This code reproduces the results of the paper, "Measuring Data Leakage in Machine-Learning Models with Fisher Information"

Overview

Fisher Information Loss

This repository contains code that can be used to reproduce the experimental results presented in the paper:

Awni Hannun, Chuan Guo and Laurens van der Maaten. Measuring Data Leakage in Machine-Learning Models with Fisher Information. arXiv 2102.11673, 2021.

Installation

The code requires Python 3.7+, PyTorch 1.7.1+, and torchvision 0.8.2+.

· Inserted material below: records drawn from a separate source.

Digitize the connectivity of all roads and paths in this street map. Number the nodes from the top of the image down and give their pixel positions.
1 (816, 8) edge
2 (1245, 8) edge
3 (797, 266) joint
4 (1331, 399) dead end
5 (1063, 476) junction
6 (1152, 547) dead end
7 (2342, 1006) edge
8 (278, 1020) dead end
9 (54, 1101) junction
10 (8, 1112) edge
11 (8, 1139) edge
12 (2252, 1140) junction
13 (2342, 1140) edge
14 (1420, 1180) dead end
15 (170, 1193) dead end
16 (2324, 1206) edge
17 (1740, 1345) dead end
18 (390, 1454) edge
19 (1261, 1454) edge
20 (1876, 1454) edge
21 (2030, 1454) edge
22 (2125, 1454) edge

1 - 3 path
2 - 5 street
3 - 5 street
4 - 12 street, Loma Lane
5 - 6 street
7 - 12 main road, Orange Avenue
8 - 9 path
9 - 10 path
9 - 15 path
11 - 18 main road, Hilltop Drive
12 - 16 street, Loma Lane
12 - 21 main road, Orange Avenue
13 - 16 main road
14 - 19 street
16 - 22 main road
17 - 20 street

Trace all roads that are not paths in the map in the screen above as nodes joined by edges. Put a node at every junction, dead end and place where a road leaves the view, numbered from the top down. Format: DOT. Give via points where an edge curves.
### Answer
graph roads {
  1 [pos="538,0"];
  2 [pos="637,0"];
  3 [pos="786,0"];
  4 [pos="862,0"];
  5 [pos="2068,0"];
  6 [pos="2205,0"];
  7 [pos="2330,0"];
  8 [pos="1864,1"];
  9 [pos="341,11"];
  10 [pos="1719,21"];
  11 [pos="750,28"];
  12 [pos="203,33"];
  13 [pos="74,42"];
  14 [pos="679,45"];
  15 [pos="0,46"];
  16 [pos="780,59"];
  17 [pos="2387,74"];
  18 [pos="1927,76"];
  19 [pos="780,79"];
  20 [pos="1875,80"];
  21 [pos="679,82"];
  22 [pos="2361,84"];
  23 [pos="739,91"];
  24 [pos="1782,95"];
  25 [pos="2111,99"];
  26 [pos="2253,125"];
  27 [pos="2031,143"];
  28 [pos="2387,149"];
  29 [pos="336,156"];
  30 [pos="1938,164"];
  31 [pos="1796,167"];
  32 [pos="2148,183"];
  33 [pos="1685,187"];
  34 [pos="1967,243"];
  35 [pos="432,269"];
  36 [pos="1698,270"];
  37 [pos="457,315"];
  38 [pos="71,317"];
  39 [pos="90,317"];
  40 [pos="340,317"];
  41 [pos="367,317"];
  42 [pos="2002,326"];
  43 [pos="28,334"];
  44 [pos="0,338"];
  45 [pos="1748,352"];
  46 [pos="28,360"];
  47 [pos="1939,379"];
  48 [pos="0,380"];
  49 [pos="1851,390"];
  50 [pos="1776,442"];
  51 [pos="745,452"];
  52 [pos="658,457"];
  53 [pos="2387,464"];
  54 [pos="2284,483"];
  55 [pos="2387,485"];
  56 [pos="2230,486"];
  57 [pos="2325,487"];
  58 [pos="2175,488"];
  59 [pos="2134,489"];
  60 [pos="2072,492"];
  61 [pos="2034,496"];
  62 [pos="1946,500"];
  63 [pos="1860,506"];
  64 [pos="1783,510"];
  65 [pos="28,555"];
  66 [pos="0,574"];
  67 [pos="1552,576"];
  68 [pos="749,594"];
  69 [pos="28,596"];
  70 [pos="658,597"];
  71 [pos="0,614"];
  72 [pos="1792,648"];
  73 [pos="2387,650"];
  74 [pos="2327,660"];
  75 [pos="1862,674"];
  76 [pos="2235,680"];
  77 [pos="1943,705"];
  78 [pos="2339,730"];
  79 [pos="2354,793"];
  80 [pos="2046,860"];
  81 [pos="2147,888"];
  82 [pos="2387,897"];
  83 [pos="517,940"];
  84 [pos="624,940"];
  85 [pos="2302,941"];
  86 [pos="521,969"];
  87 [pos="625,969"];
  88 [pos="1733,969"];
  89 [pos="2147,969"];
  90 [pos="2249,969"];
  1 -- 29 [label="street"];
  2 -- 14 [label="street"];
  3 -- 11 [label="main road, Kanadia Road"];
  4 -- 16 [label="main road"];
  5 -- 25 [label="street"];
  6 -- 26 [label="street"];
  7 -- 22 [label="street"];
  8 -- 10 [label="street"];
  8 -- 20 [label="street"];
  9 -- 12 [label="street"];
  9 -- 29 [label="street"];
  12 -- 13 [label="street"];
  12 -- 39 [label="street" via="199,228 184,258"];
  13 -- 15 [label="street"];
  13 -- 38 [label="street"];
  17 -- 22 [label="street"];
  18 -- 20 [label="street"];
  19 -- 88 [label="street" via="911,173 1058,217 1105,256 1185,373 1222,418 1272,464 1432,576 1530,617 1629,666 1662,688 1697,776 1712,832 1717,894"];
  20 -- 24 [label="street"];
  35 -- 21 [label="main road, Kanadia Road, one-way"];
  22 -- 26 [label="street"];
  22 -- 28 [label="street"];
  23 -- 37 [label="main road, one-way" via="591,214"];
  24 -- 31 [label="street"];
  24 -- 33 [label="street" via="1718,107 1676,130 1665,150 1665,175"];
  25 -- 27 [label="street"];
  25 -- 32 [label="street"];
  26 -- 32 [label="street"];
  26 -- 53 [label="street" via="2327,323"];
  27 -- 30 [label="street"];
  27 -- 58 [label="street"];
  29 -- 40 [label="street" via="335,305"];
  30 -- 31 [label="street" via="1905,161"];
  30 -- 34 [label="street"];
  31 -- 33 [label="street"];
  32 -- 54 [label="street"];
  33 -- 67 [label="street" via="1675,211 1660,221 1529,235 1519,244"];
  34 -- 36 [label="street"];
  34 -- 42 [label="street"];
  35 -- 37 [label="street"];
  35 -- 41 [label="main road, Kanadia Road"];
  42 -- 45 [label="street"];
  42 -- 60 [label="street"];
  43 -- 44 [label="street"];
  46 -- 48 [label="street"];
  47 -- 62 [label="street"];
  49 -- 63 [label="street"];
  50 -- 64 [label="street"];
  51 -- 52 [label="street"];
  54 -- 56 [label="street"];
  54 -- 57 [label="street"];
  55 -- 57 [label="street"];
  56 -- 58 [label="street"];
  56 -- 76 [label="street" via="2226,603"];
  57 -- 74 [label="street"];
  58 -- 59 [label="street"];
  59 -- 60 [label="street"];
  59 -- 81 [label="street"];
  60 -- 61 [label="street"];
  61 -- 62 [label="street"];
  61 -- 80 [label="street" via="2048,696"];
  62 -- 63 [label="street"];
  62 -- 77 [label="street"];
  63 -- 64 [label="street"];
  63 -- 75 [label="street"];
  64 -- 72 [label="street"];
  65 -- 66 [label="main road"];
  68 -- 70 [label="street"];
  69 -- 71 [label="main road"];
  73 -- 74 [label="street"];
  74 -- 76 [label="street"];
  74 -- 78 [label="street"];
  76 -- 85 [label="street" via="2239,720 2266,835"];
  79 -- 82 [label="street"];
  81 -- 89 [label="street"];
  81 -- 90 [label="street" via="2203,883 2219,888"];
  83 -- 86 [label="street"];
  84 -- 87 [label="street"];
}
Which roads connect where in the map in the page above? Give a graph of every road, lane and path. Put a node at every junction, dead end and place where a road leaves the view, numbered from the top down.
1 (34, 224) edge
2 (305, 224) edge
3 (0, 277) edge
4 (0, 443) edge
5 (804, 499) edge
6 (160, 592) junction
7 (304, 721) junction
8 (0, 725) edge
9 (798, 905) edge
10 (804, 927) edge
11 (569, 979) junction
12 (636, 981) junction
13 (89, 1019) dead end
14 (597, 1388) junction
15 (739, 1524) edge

Create an Anaconda environment and install the dependencies:

conda create --name fil
conda activate fil
conda install -c pytorch pytorch torchvision
pip install gitpython 

Usage

The script fisher_information.py computes the per-example FIL for the given dataset and model. An example run is:

python fisher_information.py \
    --dataset mnist \
    --model least_squares

To see usage options for the script run:

python fisher_information.py --help

Other scripts in the repository are:

  • reweighted.py : Run the iteratively reweighted Fisher information loss (IRFIL) algorithm.
  • model_inversion.py : Attribute inversion experiments for a non-private model.
  • private_model_inversion.py : Attribute inversion experiments for a private model.
  • test_jacobians.py : Unit tests.

To run the full set of experiments in the accompanying paper:

cd scripts/ && ./run_experiments.sh

Citing this Repository

If you use the code in this repository, please cite the following paper:

@article{hannun2021fil,
  title={Measuring Data Leakage in Machine-Learning Models with Fisher
    Information},
  author={Hannun, Awni and Guo, Chuan and van der Maaten, Laurens},
  journal={arXiv preprint arXiv:2102.11673},
  year={2021}
}

License

This code is released under a CC-BY-NC 4.0 license. Please see the LICENSE file for more information.

Please review Facebook Open Source Terms of Use and Privacy Policy.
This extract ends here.